Who’s To Blame For Tigers Offensive Impotence?
The Tigers lineup – at least the way it looks from a newspaper stat sheet – is becoming sharply divided into a group of players that are doing their jobs and a group that are not. If we look only at the starting nine: who looks good? Austin Jackson, Prince Fielder, Miguel Cabrera, Alex Avila and Andy Dirks. Who doesn’t? Ryan Raburn, Brennan Boesch, Jhonny Peralta and Delmon Young.
We assign blame to the latter group – especially Ryan Raburn, who a lot of fans would like to see canned. We don’t assign blame to the first. Is that fair?
In certain cases, it obviously IS fair. Andy Dirks and Austin Jackson are having tremendous years – by their own standards – 212 and 170 OPS points over their career averages, respectively. Brennan Boesch and Ryan Raburn have been just awful – and 177 and 388 points under theirs. For the rest, it isn’t so clear. Avila is 18 points under his career average, but 99 points under last year. Miguel Cabrera is 149 points under his career OPS and 235 points under last year. Prince Fielder is 65 points under his career OPS and 119 points under last year. In the ‘blamed’ group: Peralta is 80 points below his career OPS and 148 below last year. Young is 143 points below his career number and 88 points below last year. Are those numbers so different?

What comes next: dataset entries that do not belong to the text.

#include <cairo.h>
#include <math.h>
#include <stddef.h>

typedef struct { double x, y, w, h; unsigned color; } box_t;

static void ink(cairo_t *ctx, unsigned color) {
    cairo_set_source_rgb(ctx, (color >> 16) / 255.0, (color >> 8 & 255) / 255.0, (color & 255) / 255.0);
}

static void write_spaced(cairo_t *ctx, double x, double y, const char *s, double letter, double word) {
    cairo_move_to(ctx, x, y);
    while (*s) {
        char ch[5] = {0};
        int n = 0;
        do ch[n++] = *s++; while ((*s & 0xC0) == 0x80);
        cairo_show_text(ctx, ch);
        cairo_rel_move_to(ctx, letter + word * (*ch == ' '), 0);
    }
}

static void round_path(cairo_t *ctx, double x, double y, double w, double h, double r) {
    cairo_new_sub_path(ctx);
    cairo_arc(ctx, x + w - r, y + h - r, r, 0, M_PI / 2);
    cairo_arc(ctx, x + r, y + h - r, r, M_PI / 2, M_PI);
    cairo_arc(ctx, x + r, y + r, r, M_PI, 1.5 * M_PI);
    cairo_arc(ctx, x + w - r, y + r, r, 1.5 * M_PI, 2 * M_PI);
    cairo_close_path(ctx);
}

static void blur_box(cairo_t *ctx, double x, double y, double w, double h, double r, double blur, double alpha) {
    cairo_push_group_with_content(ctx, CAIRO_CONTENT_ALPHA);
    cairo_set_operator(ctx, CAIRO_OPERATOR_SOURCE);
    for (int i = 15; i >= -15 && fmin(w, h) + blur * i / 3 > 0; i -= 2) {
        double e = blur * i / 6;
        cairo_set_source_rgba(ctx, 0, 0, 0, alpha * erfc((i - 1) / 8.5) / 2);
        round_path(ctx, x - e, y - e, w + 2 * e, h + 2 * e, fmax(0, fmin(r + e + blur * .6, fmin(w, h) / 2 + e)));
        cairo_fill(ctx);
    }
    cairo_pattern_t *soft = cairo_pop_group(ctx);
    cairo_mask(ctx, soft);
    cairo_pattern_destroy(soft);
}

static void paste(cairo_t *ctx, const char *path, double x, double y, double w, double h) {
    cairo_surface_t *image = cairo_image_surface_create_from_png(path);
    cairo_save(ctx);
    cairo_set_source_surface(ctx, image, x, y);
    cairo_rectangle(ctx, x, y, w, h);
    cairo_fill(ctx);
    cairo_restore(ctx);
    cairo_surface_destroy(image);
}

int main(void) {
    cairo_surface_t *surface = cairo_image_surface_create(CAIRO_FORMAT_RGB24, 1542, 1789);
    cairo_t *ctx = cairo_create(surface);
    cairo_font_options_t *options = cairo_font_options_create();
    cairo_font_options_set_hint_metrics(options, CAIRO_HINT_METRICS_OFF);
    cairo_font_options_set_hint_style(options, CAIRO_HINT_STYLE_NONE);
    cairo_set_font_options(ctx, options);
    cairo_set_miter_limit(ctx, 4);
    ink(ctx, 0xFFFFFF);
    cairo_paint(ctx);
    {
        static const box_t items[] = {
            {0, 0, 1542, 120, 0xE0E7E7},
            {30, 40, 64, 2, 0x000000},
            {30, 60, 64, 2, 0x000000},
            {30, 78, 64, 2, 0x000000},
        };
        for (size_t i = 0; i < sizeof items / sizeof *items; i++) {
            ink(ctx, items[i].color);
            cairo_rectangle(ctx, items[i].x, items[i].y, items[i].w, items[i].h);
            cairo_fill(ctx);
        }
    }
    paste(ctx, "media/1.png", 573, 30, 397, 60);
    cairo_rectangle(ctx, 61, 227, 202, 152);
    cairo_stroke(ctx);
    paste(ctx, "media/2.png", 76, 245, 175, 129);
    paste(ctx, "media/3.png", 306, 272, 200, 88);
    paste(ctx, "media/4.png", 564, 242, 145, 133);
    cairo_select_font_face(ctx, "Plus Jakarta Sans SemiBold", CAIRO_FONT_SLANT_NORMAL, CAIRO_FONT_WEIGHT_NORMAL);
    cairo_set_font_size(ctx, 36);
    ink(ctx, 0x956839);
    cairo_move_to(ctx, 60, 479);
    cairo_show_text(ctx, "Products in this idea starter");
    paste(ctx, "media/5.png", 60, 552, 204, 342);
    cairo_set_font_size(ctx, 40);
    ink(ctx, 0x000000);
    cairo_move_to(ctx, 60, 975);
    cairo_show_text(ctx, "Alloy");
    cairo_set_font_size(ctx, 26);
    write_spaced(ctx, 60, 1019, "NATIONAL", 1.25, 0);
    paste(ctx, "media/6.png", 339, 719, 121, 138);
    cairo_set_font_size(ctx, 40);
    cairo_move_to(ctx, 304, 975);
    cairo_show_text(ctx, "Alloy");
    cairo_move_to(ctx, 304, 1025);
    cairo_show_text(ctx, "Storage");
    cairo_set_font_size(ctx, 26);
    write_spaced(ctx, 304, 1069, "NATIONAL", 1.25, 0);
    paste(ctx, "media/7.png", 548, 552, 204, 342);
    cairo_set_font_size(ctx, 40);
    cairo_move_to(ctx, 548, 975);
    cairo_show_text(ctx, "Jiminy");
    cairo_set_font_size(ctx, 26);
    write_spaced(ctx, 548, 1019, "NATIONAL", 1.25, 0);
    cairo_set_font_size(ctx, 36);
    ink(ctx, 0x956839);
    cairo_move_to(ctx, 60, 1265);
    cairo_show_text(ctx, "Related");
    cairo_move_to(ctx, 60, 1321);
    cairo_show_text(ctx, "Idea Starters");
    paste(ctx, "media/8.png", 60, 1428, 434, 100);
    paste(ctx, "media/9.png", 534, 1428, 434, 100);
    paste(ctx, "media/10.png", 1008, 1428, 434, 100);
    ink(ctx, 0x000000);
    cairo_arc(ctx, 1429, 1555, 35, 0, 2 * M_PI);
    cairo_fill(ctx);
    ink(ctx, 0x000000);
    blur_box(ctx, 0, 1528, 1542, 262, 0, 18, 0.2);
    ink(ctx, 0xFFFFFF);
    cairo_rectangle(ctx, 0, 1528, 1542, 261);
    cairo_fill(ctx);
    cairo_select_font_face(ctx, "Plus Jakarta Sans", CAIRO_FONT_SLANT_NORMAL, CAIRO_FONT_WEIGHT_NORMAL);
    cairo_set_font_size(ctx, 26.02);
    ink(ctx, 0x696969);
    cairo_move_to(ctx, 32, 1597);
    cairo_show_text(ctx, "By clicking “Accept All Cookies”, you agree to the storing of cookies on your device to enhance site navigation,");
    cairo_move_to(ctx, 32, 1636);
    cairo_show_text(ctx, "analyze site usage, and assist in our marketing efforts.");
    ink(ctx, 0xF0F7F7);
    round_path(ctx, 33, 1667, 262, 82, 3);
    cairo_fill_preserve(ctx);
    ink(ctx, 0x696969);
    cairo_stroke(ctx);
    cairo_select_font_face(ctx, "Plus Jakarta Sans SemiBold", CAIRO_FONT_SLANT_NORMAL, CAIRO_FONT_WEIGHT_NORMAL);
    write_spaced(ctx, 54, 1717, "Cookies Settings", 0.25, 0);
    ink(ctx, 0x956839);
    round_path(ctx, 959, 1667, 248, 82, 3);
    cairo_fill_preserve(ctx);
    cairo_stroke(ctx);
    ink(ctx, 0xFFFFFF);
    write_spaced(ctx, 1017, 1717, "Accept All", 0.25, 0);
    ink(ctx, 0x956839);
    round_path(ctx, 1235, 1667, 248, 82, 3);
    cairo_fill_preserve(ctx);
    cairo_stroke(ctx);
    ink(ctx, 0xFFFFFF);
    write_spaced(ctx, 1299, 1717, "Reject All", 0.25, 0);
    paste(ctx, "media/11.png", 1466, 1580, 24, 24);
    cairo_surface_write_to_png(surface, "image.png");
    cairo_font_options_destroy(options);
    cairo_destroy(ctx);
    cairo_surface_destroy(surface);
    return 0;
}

That career OPS number is more or less what we ‘should’ have expected from a player, though we might have been more inclined to expect a repeat of 2011. The odd question here boils down to whether or not the dropoff relative to ‘expectations’ feels big or feels small. In psychology there is a known phenomenon relating to perception described by the Weber-Fechner law – that how noticeable a change in some stimulus will be is related to the proportional change in that stimulus rather than the absolute. That means a 1-mile an hour change in speed while running is much more noticeable than while driving on the interstate. It would also imply that a 60 point drop in OPS would ‘feel’ bigger from a marginal major leaguer than it would from a star. I suspect that this is what’s going on here.
I’ve done a bunch of statistical tests, maybe some day I’ll get around to doing more, to try to determine whether lineup “balance” has any impact on scoring above and beyond what you would get from average offensive talent. I haven’t found any impact at all – though that certainly doesn’t prove that no such impact exists. Until I get some evidence to the contrary, I’m going to have to assume that a 149 point drop in OPS [since OPS is actually quite a good predictor of run scoring for a team] from Miguel Cabrera has the same impact as a 149 point drop from Delmon Young.
So if you’re looking for someone to blame for an offense that has not met expectations… clearly don’t blame Jackson and Dirks, clearly do blame Raburn and Boesch. I, for one, probably wouldn’t put too much blame on Avila – he’s doing about what we should have expected, though that may be less than what we did expect. For the rest: Cabrera and Fielder (though it certainly feels like they’re still hitting) are every bit as responsible as Peralta and Young. And – in sum – a lineup with six underachievers, two overachievers and one ‘just enough’ doesn’t sound like a lineup that’s going to impress.